Her name is Mary, but to us at Feeding Hands she is affectionately known as Motel Mary. She is homeless and lives in a motel room. Every month Feeding Hands delivers food to her at her motel room. Every month as I drive into the parking lot of the motel, she is in the window of her room, just waiting. As I back into the parking spot to unload the boxes and bags, the door opens and there she is. She usually has a mask on now because she would do absolutely nothing to endanger me.
You might wonder if Mary is lazy, unmotivated, or just wanting a handout. Nothing could be farther from the truth. She has a caseworker, who is the one who referred her to Feeding Hands. She has doctors for her heart and for her problem feet. She relies on the county to get her to her appointments. If she calls far enough ahead a county mini-bus picks her up and delivers her to where she needs to go. Without that bus she wouldn’t be able to go anywhere. She has just had a really hard life and needs help to survive. And she is just so grateful for any help she receives.

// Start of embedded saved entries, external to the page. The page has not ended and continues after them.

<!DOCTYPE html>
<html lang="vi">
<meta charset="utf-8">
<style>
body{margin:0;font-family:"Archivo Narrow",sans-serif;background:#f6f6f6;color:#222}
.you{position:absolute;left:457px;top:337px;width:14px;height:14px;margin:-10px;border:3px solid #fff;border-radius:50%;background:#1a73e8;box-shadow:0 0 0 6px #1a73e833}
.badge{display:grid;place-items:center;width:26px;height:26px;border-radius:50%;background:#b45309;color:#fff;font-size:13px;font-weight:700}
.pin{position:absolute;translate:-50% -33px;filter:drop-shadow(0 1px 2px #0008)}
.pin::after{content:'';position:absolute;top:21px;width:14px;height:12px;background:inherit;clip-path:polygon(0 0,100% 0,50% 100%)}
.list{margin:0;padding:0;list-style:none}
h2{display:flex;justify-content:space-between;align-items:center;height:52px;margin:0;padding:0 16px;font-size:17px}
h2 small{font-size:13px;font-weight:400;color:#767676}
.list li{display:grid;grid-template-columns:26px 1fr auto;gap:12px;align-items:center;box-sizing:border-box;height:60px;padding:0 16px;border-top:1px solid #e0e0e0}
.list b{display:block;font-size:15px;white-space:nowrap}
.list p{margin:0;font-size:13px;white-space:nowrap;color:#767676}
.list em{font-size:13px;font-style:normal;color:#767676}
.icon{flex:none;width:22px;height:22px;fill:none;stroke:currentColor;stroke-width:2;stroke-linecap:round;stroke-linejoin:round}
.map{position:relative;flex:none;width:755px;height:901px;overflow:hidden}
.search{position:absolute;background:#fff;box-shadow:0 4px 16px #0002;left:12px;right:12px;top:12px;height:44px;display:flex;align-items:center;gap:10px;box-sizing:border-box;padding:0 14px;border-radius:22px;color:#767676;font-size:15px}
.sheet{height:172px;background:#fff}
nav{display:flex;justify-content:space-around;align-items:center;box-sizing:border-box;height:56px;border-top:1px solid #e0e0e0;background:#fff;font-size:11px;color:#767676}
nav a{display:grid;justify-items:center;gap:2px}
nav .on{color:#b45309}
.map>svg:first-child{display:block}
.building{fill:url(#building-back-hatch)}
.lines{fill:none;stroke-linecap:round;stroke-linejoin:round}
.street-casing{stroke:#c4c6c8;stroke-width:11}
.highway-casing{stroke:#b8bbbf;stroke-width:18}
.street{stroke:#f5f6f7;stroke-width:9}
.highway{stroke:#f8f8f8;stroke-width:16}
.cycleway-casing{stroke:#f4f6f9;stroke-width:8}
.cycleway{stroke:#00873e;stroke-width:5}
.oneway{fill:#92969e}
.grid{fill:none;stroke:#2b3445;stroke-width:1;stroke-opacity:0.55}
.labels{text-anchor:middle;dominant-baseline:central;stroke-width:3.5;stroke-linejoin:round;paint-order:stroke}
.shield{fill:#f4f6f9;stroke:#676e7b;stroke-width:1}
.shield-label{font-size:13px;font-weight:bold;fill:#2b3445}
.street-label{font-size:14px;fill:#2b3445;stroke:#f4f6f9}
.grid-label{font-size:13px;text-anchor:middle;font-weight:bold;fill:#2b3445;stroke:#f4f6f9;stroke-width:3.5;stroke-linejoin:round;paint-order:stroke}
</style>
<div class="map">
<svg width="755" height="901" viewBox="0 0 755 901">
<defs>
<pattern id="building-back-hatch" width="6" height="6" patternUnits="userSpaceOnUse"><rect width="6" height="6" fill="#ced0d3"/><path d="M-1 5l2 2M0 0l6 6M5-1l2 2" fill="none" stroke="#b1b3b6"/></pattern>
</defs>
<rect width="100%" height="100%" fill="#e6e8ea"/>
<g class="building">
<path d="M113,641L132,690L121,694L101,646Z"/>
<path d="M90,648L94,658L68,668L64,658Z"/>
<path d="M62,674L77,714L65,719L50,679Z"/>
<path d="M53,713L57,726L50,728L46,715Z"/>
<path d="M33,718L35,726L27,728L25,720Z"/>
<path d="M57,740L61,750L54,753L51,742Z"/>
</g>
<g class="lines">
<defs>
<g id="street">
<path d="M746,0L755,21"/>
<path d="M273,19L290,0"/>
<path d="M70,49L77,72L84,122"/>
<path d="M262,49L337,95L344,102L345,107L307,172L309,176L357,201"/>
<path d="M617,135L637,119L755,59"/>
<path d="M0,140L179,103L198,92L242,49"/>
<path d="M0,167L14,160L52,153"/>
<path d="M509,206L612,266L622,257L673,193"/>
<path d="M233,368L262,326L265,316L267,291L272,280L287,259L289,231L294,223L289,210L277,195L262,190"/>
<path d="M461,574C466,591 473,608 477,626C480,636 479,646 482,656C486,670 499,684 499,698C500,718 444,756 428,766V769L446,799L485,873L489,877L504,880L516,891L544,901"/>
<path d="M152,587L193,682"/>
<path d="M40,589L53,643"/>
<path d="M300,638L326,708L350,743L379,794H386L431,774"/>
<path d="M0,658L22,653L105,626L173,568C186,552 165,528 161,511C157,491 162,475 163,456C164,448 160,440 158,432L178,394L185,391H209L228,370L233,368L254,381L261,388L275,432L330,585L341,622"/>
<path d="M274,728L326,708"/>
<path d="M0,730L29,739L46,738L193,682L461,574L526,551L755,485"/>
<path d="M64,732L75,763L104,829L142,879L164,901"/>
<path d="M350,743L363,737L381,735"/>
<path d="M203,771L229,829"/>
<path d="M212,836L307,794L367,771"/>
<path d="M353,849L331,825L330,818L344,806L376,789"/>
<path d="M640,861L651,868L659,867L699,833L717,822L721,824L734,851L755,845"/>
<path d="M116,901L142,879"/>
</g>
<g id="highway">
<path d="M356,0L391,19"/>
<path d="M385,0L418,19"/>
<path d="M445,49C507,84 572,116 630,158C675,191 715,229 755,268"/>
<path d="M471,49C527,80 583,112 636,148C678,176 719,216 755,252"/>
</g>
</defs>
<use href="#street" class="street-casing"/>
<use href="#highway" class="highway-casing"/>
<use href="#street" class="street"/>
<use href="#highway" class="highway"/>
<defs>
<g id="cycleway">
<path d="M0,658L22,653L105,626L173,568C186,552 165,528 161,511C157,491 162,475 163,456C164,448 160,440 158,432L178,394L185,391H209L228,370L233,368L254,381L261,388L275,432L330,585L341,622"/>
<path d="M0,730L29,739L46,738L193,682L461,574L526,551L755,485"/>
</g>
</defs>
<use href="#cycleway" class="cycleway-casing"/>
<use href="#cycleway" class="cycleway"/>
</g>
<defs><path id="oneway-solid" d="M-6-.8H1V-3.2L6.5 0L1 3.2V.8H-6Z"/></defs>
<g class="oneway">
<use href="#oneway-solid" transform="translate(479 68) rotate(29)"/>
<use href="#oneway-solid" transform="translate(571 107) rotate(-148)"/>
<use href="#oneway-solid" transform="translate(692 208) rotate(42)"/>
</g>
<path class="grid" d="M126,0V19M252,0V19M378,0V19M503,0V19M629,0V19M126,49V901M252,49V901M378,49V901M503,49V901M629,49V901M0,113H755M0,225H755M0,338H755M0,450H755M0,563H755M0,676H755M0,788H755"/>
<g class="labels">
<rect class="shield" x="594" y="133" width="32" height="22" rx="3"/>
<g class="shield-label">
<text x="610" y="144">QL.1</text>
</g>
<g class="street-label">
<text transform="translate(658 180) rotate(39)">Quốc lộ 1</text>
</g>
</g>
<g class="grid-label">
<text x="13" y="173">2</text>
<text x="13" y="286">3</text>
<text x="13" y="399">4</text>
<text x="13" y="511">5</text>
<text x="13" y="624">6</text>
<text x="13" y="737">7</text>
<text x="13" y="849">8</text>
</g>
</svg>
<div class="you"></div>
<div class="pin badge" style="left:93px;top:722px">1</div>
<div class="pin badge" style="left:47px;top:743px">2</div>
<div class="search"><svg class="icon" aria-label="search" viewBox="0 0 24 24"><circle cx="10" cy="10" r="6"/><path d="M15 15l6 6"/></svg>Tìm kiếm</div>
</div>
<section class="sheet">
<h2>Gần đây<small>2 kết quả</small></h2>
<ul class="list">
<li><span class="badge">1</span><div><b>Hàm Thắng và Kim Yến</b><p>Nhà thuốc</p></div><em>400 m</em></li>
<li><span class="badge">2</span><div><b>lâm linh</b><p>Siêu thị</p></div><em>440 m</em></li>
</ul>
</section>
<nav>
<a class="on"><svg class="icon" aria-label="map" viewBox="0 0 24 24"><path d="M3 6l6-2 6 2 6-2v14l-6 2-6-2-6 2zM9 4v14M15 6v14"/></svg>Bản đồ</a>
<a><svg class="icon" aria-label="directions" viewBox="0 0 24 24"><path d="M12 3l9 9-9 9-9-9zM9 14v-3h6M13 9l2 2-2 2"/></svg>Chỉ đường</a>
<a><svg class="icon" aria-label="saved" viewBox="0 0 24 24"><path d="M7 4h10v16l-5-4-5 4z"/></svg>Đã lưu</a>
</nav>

Please don’t get me wrong. There is so much that she can’t fix. Mary has no family. Her only source of income is Social Security, but almost all that pays for her motel room – her home – and for her phone. In the past six months or so, she was finally approved for food stamps. She gets $150 a month and orders from the ShopRite site on her phone. $150 doesn’t go very far, especially when you have to pay for the food to be delivered. Her room has a motel sized refrigerator and a small microwave. I always bring her a box that Feeding Hands volunteers have packed specifically for people who only have a microwave. She always pulls the box open while I am still standing there in her doorway, so excited for what surprises may be inside. And then she always starts to cry. They are tears of joy and just so much gratitude.
I first got to know Mary before masks hid our faces from each other. She is missing most of her teeth. Her scraggly gray hair sticks out in all directions, and in all this time I’ve only seen her in a couple of different outfits. I completely understand that Mary has some mental health concerns, but that’s ok. There are others who are helping her in those areas. If there weren’t, Feeding Hands would step in and refer her to the services she needs. The role right now for Feeding Hands is to give her the food that she needs to both survive and hopefully, thrive, and for me as a Feeding Hands volunteer to be there when I say I will be, to call her every couple of weeks, to bring her the healthy food that she needs, and to listen with both my ears and my heart as I stand there in her doorway. This week Mary told me how happy her doctor is because she has gained some weight. She told him that it is because of the food that Feeding Hands provides to her.
Mary has one thing that she loves more than anything else and that is strawberries. Those of us on the Feeding Hands team have come to know that and when a really red, ripe package of strawberries comes our way we are very likely to set it aside for Mary. This past week I delivered her food to her. She was so excited and grateful, as she always is. I put the boxes and bags down on the floor of her room and then asked her to check in one particular bag. “Strawberries!!!” she yelled, and then she started to cry.
They are just strawberries to me, and I can buy them for myself any time I’d like to. To Mary, however, they are a wonderful gift! I’ve told Mary all about Feeding Hands – who we are and why we do what we do. She understands and she is just so grateful. A few weeks will pass, she will be running low on food, and she will again be waiting in her window for me with my boxes and bags of food – and her strawberries. There is just something about watching someone literally hugging a package of strawberries that changes my life again every time I see it. I expect that it always will.